ACTIVITY:
A single number is the expected answer: the count of lines in the records below that contain "list".

______________________________

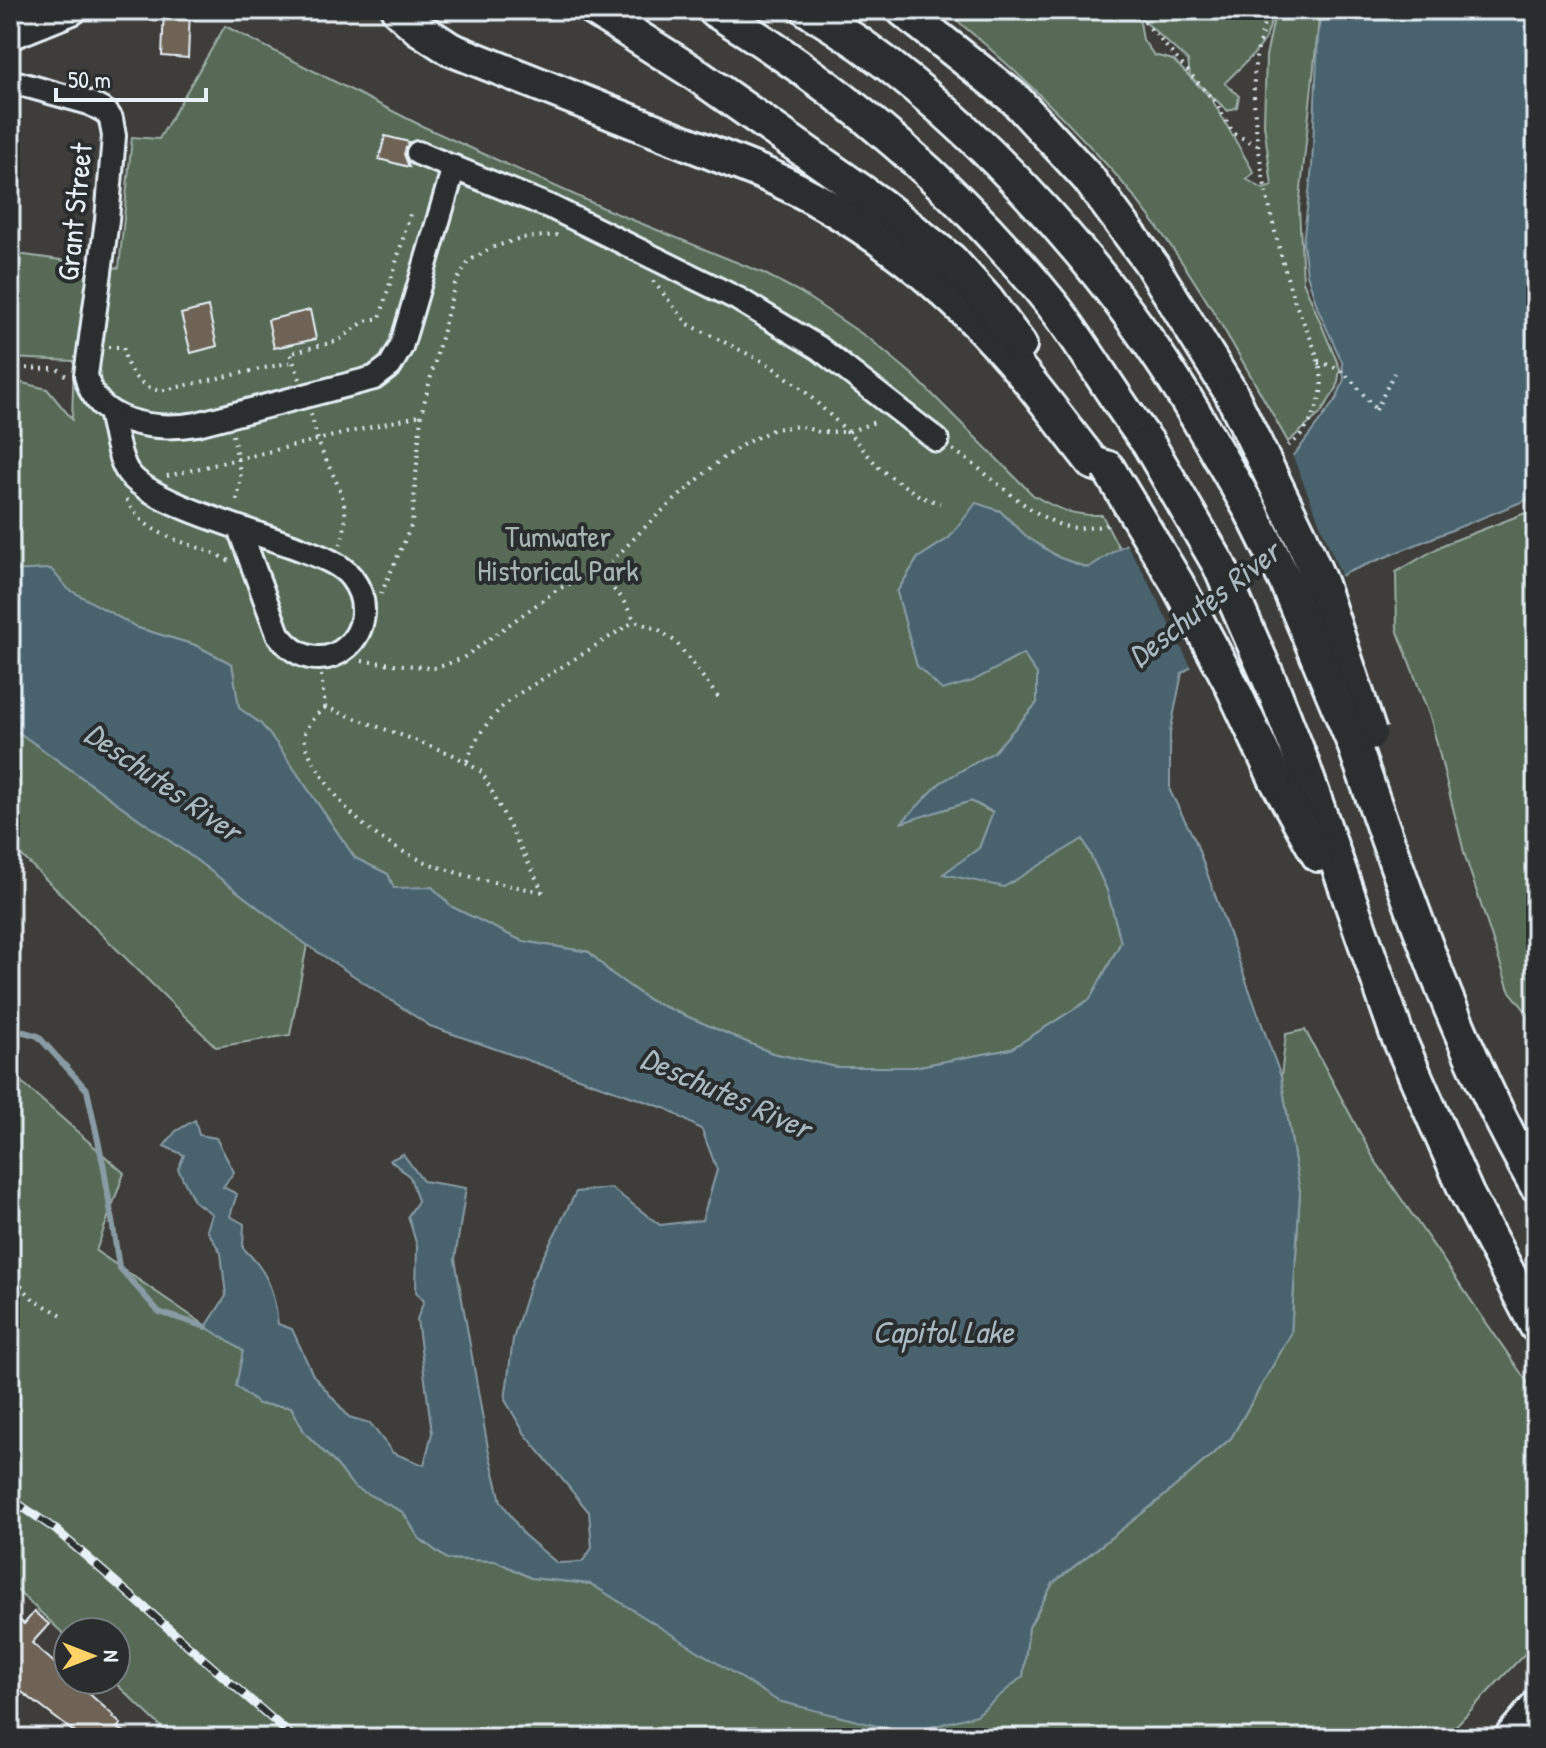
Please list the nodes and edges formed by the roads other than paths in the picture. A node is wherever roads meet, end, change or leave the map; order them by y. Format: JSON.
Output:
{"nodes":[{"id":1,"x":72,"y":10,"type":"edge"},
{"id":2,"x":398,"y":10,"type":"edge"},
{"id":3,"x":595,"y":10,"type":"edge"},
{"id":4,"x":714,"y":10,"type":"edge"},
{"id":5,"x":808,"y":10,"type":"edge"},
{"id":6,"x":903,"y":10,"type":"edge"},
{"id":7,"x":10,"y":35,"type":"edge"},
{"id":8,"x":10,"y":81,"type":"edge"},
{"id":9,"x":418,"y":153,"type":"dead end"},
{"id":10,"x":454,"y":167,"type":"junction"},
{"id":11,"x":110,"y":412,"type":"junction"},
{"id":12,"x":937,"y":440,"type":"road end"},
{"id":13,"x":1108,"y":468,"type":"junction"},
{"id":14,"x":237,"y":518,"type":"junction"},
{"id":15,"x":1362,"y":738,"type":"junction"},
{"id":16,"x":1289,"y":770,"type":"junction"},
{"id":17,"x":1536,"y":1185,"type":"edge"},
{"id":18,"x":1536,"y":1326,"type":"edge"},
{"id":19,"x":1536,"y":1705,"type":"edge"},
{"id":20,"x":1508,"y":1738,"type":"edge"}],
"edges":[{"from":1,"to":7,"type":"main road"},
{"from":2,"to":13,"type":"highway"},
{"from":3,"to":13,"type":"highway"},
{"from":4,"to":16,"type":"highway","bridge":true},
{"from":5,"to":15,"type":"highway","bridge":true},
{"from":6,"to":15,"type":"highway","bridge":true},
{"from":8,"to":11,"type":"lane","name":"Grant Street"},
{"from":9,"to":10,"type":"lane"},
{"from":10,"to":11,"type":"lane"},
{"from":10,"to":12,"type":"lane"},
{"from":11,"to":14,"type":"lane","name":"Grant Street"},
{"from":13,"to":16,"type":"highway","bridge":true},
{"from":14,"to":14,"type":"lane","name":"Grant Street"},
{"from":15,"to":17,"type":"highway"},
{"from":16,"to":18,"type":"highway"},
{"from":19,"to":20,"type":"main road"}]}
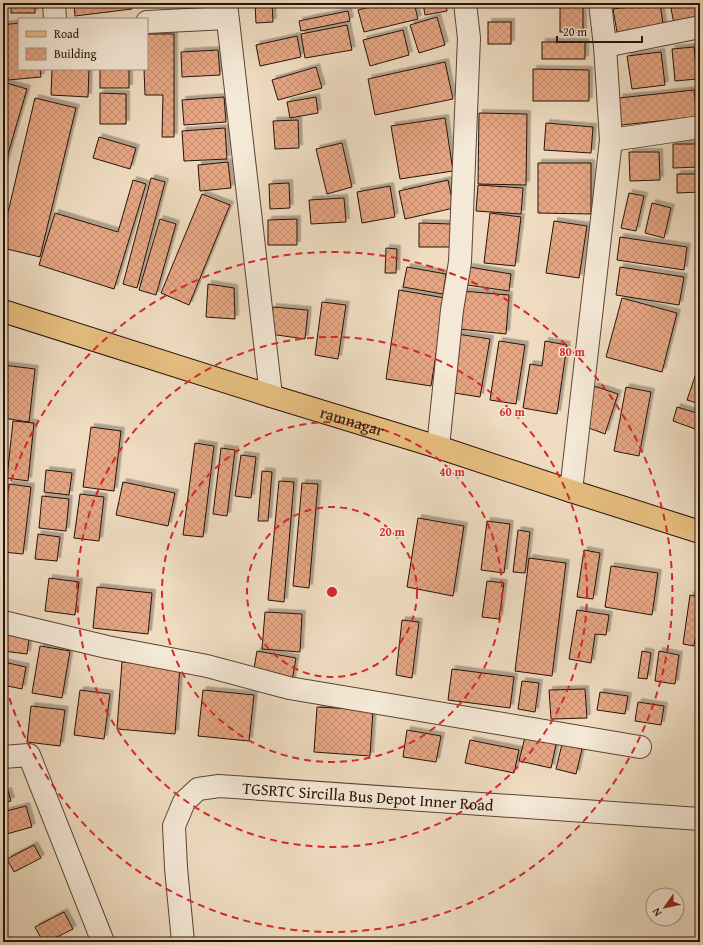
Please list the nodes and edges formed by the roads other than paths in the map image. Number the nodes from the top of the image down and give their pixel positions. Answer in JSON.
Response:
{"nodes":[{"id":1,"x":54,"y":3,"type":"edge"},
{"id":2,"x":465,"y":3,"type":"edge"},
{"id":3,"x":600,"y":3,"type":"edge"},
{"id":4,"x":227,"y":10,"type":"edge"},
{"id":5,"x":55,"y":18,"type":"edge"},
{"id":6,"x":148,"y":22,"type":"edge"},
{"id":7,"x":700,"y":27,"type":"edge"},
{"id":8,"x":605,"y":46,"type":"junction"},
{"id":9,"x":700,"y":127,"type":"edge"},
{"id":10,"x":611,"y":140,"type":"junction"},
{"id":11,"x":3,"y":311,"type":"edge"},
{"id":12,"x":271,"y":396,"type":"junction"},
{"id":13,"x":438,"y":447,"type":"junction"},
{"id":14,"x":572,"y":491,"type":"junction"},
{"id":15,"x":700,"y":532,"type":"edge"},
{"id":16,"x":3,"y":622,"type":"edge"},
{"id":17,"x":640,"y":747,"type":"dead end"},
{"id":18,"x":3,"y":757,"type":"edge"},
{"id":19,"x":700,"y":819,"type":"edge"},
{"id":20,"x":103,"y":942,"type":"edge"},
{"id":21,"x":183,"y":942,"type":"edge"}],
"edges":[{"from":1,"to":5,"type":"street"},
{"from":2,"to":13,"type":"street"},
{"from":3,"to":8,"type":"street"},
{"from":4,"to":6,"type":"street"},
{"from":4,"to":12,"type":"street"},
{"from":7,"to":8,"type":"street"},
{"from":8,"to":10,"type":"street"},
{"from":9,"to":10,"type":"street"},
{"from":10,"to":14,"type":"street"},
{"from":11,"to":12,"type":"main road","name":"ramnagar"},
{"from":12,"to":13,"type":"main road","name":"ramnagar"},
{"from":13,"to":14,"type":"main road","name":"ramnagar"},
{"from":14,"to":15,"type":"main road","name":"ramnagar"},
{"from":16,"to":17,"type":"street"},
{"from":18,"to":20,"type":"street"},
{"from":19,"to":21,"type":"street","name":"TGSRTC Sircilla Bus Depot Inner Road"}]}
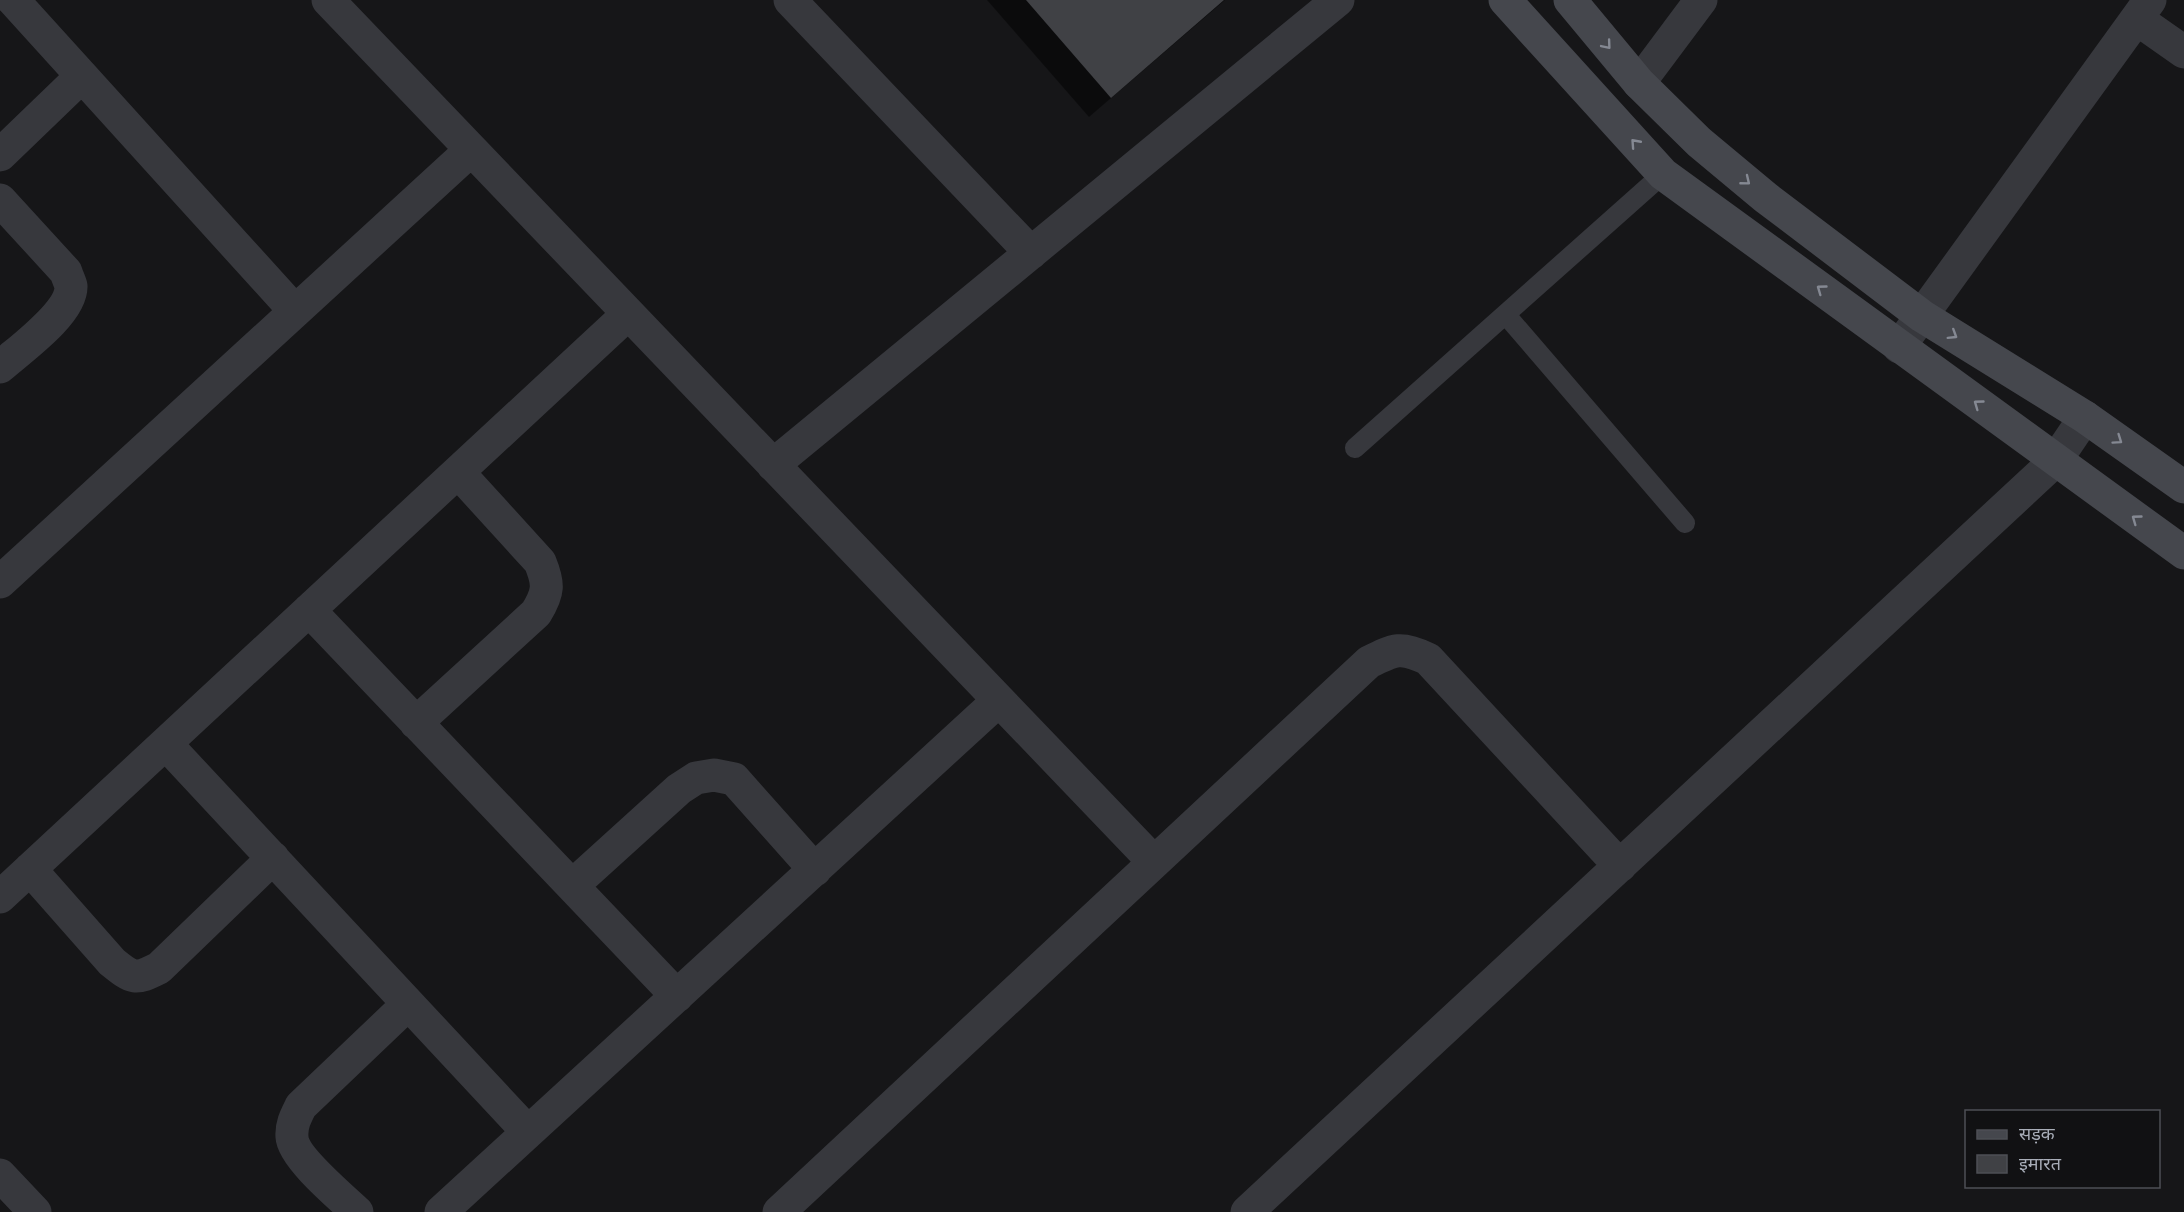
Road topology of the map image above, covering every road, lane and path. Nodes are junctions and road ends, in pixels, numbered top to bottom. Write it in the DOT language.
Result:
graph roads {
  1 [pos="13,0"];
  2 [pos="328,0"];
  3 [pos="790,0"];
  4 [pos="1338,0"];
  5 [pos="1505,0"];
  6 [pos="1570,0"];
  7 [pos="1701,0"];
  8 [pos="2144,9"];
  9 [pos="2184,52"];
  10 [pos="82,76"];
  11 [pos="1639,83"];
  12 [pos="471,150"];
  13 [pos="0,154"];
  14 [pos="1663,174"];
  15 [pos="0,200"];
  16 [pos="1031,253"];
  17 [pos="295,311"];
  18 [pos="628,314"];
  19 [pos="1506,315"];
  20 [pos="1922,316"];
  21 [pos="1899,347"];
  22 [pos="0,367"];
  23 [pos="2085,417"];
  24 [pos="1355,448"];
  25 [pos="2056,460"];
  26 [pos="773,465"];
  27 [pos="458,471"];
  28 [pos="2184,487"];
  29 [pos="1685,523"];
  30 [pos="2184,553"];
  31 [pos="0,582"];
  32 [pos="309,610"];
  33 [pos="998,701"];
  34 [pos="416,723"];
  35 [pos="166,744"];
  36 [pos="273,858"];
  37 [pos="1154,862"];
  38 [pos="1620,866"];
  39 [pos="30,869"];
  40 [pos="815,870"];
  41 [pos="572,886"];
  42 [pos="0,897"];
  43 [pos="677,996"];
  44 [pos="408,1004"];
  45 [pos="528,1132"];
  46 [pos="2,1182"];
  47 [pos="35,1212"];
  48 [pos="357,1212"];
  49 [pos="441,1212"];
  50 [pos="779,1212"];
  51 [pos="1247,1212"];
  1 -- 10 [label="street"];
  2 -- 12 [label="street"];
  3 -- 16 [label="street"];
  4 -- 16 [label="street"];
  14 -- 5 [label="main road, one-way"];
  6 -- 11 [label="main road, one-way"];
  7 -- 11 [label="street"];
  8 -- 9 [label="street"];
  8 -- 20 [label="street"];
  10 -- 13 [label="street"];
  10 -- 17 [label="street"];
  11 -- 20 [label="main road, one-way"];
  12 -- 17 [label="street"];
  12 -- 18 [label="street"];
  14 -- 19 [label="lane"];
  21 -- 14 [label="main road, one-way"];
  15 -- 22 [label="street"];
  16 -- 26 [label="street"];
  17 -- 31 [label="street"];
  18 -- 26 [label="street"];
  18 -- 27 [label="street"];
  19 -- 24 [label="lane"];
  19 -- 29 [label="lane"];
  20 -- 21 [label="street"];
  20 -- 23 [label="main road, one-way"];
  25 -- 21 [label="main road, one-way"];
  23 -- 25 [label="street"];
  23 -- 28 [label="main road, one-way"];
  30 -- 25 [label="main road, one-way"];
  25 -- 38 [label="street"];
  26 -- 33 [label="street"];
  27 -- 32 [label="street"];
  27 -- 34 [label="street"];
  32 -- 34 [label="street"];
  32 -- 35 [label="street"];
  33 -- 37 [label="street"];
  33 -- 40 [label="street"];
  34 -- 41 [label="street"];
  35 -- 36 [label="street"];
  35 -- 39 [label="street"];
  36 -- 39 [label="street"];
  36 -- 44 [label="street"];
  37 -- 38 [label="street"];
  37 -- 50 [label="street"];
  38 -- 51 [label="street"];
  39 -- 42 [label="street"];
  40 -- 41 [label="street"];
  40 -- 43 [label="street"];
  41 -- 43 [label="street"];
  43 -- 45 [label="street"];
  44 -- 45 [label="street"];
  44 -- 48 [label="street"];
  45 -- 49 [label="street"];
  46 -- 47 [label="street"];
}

______________________________

YOUR RESPONSE:
2